QEMU-Devel Archive on lore.kernel.org
 help / color / Atom feed
From: Peter Xu <peterx@redhat.com>
To: Liu Yi L <yi.l.liu@intel.com>
Cc: jean-philippe@linaro.org, kevin.tian@intel.com,
	Jacob Pan <jacob.jun.pan@linux.intel.com>,
	Yi Sun <yi.y.sun@linux.intel.com>,
	kvm@vger.kernel.org, mst@redhat.com, jun.j.tian@intel.com,
	qemu-devel@nongnu.org, eric.auger@redhat.com,
	alex.williamson@redhat.com, pbonzini@redhat.com,
	hao.wu@intel.com, yi.y.sun@intel.com,
	Richard Henderson <rth@twiddle.net>,
	david@gibson.dropbear.id.au
Subject: Re: [PATCH v1 15/22] intel_iommu: replay guest pasid bindings to host
Date: Tue, 24 Mar 2020 14:00:13 -0400
Message-ID: <20200324180013.GZ127076@xz-x1> (raw)
In-Reply-To: <1584880579-12178-16-git-send-email-yi.l.liu@intel.com>

On Sun, Mar 22, 2020 at 05:36:12AM -0700, Liu Yi L wrote:
> This patch adds guest pasid bindings replay for domain
> selective pasid cache invalidation(dsi) and global pasid
> cache invalidation by walking guest pasid table.
> 
> Reason:
> Guest OS may flush the pasid cache with a larger granularity.
> e.g. guest does a svm_bind() but flush the pasid cache with
> global or domain selective pasid cache invalidation instead
> of pasid selective(psi) pasid cache invalidation.

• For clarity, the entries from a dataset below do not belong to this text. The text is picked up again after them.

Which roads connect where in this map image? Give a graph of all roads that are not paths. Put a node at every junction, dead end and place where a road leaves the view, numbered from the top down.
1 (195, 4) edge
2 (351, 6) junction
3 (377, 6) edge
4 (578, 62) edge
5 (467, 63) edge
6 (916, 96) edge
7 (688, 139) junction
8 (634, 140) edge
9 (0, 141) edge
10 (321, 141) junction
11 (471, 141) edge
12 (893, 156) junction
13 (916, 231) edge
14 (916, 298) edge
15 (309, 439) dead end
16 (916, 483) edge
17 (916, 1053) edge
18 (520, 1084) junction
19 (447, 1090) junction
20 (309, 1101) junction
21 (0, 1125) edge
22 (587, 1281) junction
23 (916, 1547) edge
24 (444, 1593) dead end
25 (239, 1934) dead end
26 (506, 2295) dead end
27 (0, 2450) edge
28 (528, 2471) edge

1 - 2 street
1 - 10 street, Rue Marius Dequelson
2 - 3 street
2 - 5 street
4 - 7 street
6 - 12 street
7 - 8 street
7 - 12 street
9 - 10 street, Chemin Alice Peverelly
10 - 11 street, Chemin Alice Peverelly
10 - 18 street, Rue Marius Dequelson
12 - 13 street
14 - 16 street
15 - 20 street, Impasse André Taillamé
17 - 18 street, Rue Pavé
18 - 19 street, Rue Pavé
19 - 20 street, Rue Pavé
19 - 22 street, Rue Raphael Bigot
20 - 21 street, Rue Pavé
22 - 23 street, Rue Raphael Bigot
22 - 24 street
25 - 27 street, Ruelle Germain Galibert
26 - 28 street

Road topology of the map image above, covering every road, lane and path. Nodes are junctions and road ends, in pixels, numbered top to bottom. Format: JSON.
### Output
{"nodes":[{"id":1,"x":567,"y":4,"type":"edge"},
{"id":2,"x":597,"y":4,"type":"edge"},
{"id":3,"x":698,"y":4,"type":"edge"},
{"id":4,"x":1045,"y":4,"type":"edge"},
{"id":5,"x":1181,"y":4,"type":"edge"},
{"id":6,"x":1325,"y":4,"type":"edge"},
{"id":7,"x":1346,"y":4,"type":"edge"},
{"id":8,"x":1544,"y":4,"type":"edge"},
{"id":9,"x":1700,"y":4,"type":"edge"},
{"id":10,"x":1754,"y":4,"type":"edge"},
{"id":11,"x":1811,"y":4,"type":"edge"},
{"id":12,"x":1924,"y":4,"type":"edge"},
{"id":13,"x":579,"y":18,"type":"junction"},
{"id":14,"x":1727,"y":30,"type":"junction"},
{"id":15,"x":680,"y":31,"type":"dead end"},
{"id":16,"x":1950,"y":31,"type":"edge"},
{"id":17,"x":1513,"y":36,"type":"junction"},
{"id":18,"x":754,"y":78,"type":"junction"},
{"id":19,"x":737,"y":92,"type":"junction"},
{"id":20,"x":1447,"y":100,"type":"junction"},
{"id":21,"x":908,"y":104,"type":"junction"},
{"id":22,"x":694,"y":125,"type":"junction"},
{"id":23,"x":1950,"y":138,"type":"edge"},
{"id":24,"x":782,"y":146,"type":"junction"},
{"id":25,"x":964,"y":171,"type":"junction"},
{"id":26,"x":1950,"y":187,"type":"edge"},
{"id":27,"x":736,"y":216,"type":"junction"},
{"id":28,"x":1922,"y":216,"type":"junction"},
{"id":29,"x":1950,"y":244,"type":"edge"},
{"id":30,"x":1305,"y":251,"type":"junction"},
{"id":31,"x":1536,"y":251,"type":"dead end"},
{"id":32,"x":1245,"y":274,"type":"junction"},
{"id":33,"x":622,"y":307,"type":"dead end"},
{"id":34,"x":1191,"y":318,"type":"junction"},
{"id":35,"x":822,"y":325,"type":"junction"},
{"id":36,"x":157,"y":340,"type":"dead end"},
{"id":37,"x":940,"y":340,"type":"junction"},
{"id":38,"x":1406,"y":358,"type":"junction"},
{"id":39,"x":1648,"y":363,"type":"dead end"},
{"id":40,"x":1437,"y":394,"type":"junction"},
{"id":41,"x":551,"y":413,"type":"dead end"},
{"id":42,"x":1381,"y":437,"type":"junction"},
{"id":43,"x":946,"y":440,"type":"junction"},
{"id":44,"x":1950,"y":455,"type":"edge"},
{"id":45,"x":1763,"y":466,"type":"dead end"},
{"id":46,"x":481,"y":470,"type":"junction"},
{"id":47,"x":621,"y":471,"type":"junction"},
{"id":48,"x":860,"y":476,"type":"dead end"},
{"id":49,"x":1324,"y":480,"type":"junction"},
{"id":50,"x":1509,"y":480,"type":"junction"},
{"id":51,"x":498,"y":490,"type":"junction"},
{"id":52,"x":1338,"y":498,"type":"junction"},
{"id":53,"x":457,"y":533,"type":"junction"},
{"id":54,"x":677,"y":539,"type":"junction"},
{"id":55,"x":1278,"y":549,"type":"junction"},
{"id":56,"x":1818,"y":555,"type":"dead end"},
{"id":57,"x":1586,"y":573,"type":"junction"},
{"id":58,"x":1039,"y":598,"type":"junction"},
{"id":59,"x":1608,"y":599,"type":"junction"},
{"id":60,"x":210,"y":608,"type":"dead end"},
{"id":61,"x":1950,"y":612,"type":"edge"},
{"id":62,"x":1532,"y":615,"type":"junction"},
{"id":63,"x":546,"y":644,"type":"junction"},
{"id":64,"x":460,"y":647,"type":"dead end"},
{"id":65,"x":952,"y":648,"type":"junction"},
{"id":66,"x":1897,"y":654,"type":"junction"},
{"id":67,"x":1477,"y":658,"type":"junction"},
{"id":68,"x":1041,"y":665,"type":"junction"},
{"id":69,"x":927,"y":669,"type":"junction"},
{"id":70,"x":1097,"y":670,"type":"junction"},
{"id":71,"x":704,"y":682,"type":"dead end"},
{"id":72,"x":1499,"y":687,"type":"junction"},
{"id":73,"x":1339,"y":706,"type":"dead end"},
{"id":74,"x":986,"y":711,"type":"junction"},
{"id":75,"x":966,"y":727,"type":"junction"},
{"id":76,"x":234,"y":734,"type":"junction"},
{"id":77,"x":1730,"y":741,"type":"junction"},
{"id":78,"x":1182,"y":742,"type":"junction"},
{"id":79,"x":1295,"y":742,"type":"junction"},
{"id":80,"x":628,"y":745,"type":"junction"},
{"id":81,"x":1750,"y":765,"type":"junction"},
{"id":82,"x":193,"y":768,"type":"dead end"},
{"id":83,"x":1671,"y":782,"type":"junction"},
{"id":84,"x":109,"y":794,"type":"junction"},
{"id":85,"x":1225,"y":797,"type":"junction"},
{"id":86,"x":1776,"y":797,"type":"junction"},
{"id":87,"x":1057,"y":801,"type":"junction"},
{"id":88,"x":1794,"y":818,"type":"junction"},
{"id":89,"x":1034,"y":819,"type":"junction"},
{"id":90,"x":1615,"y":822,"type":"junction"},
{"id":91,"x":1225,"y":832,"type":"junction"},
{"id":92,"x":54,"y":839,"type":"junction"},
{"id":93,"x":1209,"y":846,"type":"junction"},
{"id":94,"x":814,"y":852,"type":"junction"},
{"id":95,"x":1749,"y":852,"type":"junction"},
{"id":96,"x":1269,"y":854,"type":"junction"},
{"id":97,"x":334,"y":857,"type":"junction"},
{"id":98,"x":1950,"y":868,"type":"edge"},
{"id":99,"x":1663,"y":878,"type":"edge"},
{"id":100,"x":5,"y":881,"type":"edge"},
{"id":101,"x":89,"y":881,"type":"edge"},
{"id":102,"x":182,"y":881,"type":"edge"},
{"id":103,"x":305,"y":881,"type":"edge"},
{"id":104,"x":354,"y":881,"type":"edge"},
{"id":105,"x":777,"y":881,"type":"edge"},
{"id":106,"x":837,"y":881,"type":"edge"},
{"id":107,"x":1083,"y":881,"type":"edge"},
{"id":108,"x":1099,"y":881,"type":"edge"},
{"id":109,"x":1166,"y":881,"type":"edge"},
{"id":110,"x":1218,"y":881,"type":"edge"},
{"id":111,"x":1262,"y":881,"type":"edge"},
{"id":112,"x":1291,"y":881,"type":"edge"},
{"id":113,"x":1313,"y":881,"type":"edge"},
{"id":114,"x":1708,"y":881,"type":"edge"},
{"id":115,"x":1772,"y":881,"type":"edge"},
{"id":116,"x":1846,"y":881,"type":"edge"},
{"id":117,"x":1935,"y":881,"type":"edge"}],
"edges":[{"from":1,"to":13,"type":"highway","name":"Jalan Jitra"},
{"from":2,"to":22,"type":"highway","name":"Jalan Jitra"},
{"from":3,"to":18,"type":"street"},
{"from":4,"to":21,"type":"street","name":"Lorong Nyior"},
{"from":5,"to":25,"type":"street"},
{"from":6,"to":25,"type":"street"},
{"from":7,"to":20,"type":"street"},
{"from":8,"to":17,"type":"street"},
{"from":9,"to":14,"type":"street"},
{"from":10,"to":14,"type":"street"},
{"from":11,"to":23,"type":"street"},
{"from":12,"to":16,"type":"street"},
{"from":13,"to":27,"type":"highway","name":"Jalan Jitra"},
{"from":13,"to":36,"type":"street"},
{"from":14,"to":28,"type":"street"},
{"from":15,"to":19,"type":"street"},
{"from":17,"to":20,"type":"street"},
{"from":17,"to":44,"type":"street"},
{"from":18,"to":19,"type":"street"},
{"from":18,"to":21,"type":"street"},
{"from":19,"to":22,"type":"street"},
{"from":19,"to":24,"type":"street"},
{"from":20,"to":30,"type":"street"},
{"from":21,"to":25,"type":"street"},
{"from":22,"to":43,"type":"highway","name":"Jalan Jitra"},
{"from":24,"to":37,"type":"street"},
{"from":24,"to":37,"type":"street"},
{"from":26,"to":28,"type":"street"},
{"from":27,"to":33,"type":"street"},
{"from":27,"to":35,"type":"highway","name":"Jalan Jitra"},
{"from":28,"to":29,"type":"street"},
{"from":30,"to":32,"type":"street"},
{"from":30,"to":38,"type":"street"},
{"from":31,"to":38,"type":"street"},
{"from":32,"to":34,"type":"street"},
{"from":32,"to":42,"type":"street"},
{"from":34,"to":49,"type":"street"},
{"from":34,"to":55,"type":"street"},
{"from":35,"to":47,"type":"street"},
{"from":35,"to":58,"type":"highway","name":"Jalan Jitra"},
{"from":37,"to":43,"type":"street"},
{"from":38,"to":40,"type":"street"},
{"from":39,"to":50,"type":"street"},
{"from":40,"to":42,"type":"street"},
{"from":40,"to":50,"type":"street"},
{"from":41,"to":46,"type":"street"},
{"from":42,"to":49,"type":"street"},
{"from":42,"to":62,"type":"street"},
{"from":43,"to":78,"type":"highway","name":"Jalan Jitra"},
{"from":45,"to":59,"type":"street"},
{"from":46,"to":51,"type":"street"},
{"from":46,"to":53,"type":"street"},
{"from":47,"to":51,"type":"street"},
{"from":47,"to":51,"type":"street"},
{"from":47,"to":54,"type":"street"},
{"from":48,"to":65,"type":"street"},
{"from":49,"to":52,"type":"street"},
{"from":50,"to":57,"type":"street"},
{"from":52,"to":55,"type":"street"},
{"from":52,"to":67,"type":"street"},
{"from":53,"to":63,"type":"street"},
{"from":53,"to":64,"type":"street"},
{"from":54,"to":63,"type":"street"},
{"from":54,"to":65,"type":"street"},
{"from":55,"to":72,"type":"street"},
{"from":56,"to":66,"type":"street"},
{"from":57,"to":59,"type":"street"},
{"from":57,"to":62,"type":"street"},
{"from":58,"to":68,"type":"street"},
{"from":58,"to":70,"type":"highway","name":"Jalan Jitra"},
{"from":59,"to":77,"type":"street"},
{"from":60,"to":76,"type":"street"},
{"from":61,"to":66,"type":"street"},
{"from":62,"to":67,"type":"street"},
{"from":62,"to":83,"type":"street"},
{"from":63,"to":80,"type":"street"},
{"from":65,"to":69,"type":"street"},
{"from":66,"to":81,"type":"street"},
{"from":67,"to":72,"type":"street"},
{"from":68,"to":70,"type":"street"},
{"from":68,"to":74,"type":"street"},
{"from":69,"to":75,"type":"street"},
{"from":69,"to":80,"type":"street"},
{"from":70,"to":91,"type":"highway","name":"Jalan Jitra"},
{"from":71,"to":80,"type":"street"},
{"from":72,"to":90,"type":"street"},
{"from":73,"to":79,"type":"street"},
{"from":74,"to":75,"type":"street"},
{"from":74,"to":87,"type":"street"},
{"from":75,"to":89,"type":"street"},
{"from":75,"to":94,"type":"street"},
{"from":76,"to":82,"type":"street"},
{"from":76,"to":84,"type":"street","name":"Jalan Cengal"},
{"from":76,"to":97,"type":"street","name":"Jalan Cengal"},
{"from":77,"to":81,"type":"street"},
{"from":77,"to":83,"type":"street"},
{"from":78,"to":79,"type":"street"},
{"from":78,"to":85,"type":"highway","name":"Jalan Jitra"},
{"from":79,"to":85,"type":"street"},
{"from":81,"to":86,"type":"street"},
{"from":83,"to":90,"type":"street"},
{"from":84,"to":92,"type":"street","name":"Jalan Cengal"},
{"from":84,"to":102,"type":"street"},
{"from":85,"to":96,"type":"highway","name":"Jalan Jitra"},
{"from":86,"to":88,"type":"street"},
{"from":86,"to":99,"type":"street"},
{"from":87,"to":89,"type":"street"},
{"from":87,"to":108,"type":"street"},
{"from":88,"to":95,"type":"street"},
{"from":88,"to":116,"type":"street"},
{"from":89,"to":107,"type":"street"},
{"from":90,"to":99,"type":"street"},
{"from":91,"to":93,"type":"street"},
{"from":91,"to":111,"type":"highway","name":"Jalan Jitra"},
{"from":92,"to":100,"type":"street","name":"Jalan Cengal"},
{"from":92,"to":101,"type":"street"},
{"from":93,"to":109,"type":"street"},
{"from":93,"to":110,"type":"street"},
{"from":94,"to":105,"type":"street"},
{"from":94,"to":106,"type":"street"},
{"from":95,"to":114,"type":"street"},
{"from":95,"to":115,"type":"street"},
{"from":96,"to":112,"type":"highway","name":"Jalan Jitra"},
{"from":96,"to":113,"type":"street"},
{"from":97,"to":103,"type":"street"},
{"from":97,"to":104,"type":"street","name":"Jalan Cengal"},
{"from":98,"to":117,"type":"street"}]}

Regards to
> such case, it works in host. Per spec, a global or domain
> selective pasid cache invalidation should be able to cover
> what a pasid selective invalidation does. The only concern
> is performance deduction since dsi and global cache invalidation
> will flush more than psi. To align with native, vIOMMU needs
> emulator needs to do replay for the two invalidation granularity
> to reflect the latest pasid bindings in guest pasid table.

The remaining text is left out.